Istanbul e l’intera Turchia sono in rivolta al seguito di un piccolo (all’inizio) gruppo che ha deciso di accamparsi in piazza per difendere gli alberi di Gezi Park. 600 alberi che verrebbero (verranno?) sacrificati, per far spazio alla costruzione di edifici.

Alla causa ambientalista, si è immediatamente sovrapposta la protesta anti-governativa: oltre 200 manifestazioni dal 30 maggio, contro un esecutivo che viene accusato di essere sempre più autoritario e volto a varare leggi basate su dettami religiosi in un Paese tradizionalmente laico, secolarizzato.

I difensori dei 600 alberi di Gezi Park, anche se non lo sanno, sono il simbolo, la spia, del mondo nuovo che avanza.
La repressione del Governo e della Polizia è il simbolo del mondo vecchio che resiste.

I difensori degli alberi di Gezi Park rispondono alla repressione chiedendo le dimissioni del Governo e postando migliaia di immagini e commenti su Tumblr.
La Turchia si è messa in fila dietro di loro e invoca la salvezza per gli alberi di Gezi Park e la libertà per il Paese.

Gli intellettuali sostengono i manifestanti con appelli ai media internazionali.

Noi siamo ecologisti, amiamo gli alberi e la libertà e rispondiamo all’appello.

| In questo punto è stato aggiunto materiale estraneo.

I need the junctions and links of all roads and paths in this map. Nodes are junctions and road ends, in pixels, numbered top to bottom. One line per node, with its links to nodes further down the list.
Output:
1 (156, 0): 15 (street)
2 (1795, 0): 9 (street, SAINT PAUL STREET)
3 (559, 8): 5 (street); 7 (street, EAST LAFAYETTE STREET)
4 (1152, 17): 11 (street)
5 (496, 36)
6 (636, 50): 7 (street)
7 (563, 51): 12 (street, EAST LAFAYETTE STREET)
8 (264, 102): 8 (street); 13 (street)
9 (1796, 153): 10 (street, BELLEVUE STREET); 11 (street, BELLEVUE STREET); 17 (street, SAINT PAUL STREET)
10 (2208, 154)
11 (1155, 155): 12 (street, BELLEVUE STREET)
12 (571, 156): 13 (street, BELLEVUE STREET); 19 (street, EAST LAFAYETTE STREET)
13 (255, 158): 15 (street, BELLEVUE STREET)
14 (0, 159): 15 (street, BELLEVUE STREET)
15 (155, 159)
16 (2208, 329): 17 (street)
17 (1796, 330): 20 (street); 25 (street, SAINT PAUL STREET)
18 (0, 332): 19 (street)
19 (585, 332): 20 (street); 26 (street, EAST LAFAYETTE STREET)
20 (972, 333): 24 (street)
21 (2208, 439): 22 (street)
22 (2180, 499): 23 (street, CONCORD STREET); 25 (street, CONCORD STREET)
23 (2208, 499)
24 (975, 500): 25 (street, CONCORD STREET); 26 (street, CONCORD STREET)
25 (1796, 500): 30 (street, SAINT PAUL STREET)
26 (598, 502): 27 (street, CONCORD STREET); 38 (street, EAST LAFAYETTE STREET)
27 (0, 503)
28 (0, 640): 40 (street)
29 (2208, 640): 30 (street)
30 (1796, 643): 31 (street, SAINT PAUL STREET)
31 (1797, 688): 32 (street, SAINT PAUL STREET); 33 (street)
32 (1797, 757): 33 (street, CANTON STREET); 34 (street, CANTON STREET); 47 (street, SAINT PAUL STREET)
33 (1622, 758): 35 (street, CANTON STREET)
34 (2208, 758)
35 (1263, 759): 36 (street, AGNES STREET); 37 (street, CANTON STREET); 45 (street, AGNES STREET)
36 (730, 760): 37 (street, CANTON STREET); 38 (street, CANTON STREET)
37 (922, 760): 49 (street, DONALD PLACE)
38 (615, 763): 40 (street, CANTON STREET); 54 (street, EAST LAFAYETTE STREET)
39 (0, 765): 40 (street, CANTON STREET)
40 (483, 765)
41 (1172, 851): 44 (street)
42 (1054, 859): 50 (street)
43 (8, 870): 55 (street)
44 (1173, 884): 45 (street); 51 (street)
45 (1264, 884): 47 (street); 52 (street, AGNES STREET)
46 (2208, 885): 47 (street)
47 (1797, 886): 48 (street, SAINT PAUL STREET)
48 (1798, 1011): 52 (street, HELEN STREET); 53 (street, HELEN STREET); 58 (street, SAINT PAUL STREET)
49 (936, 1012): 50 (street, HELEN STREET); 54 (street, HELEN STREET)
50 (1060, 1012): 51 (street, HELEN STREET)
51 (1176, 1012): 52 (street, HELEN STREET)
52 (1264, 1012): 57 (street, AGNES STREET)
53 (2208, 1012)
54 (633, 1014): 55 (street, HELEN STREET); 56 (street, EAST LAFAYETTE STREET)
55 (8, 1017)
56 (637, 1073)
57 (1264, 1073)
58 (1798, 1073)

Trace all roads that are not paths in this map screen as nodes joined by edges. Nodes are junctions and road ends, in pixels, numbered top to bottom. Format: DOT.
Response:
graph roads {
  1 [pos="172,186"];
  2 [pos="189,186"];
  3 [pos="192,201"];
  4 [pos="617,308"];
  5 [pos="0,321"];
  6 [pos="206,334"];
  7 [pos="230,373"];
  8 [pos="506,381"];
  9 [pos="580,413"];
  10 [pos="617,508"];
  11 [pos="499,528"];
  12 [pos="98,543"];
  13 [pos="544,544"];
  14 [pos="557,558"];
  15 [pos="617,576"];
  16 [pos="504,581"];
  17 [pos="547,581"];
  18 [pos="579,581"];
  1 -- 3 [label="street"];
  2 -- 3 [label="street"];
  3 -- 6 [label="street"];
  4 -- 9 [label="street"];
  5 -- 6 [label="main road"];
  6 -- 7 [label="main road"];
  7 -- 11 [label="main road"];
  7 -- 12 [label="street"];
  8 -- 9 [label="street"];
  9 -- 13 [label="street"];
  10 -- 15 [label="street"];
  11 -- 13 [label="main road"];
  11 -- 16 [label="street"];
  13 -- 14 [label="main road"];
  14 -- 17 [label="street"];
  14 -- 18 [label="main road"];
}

Per seguire in presa diretta quello che accade andate Tumblr direngeziparki.com e utilizzate gli hashtag #occupygezi e #direngeziparki, oppure sulla pagina Facebook.

Il nuovo che avanza è fatto di giovani che considerano il “verde” elemento imprescindibile per la costruzione di una società e di un’economia sostenibili. Almeno quanto la libertà e la democrazia. Giovani, verdi, tecnologici, imprenditori di se stessi, aperti a ciò che è altro da sé. Una nuova elite emerge.